[[ DATA EXCERPTS open ]]

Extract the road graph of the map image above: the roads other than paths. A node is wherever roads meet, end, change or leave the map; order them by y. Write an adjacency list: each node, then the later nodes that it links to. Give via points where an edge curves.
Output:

[[ DATA EXCERPTS closed ]]
[[ DATA EXCERPTS open ]]

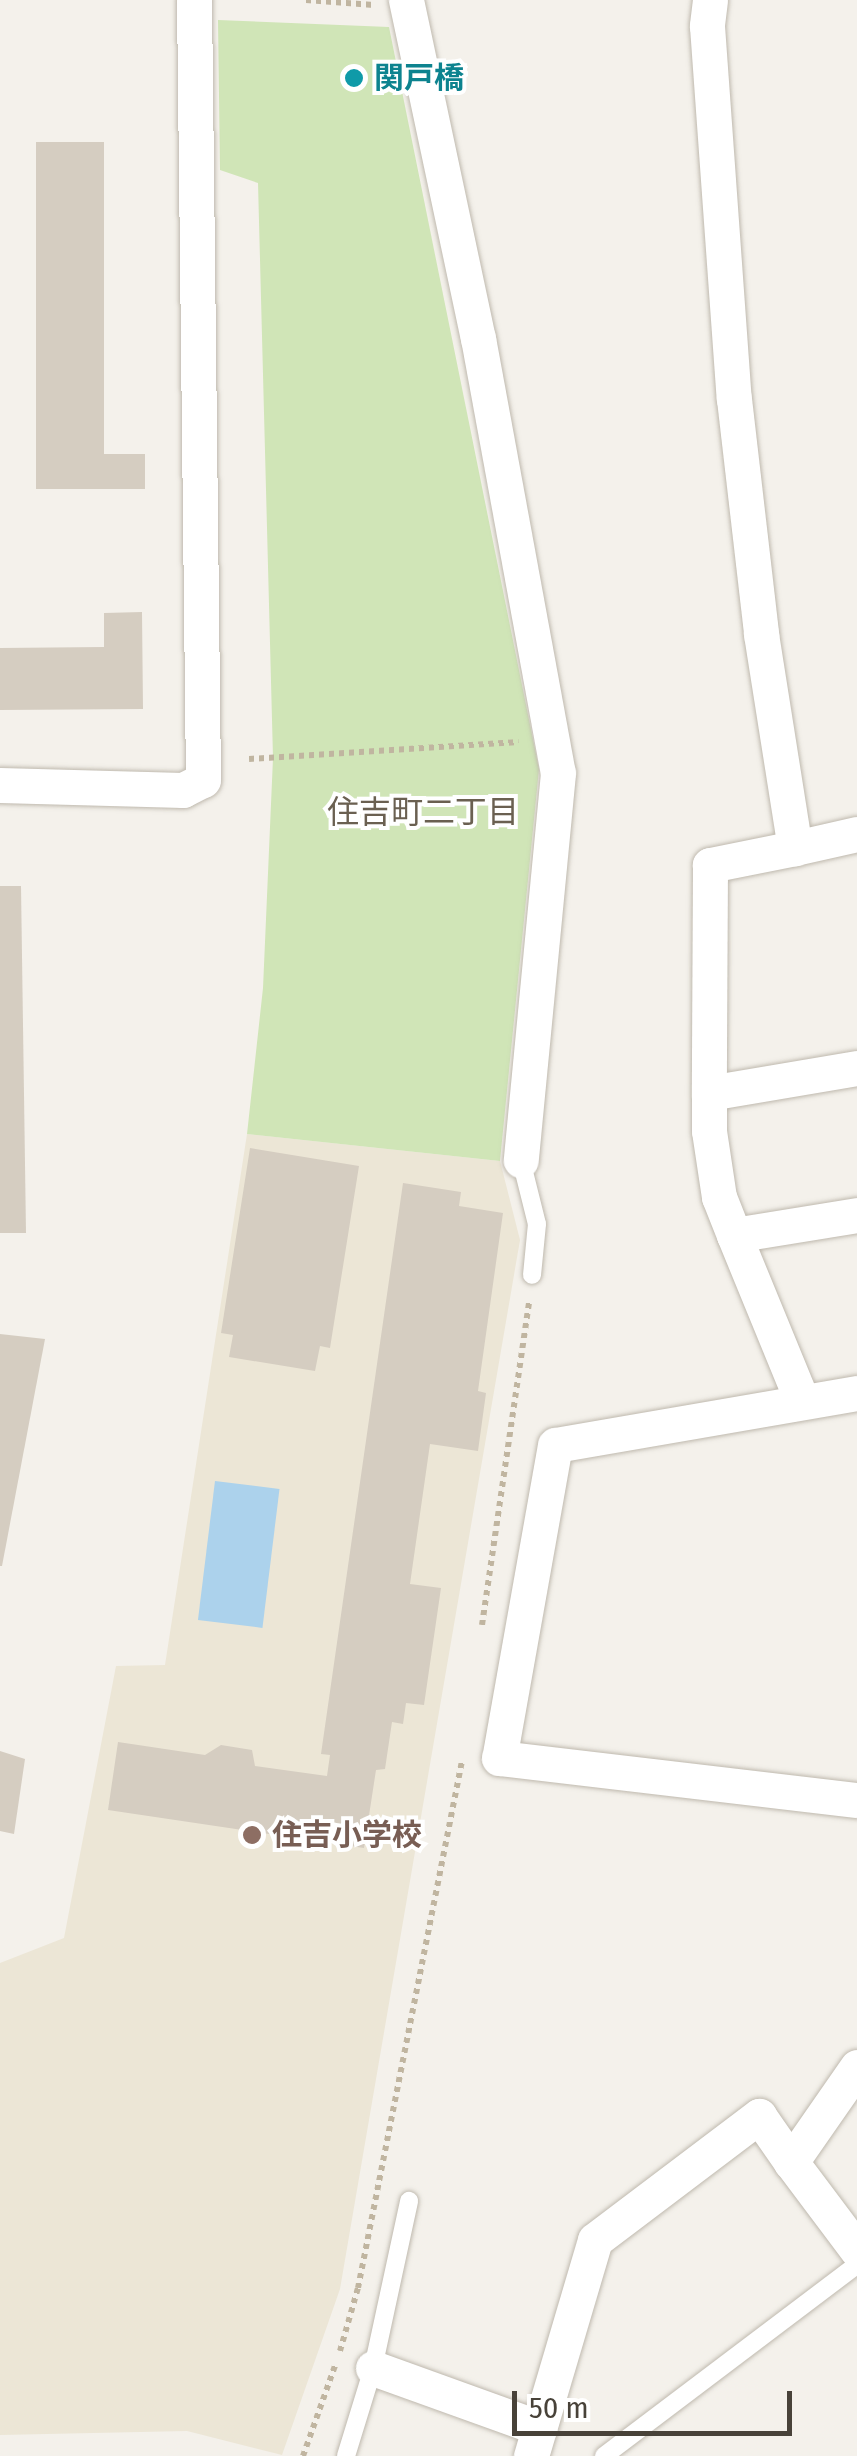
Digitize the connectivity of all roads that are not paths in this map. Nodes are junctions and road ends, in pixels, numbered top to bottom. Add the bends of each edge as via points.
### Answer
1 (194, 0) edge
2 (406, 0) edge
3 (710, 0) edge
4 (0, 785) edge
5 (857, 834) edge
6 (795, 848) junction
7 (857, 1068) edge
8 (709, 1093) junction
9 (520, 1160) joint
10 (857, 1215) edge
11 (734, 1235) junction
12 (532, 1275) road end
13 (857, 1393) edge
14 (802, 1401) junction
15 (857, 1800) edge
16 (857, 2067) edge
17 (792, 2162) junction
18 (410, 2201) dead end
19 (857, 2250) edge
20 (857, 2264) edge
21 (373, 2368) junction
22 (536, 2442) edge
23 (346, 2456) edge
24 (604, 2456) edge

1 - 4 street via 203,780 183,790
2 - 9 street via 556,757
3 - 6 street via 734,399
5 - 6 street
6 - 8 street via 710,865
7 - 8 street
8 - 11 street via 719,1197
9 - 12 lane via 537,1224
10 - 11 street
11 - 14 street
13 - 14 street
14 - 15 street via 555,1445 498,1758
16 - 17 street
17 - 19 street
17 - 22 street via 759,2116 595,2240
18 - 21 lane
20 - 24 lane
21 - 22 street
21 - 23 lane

[[ DATA EXCERPTS closed ]]

▶ _WHAT THIS TASK INVOLVES_
Copy out each line of the entries that holds "paths".

▶ _WRITTEN SOLUTION_
Extract the road graph of the map image above: the roads other than paths. A node is wherever roads meet, end, change or leave the map; order them by y. Write an adjacency list: each node, then the later nodes that it links to. Give via points where an edge curves.
Digitize the connectivity of all roads that are not paths in this map. Nodes are junctions and road ends, in pixels, numbered top to bottom. Add the bends of each edge as via points.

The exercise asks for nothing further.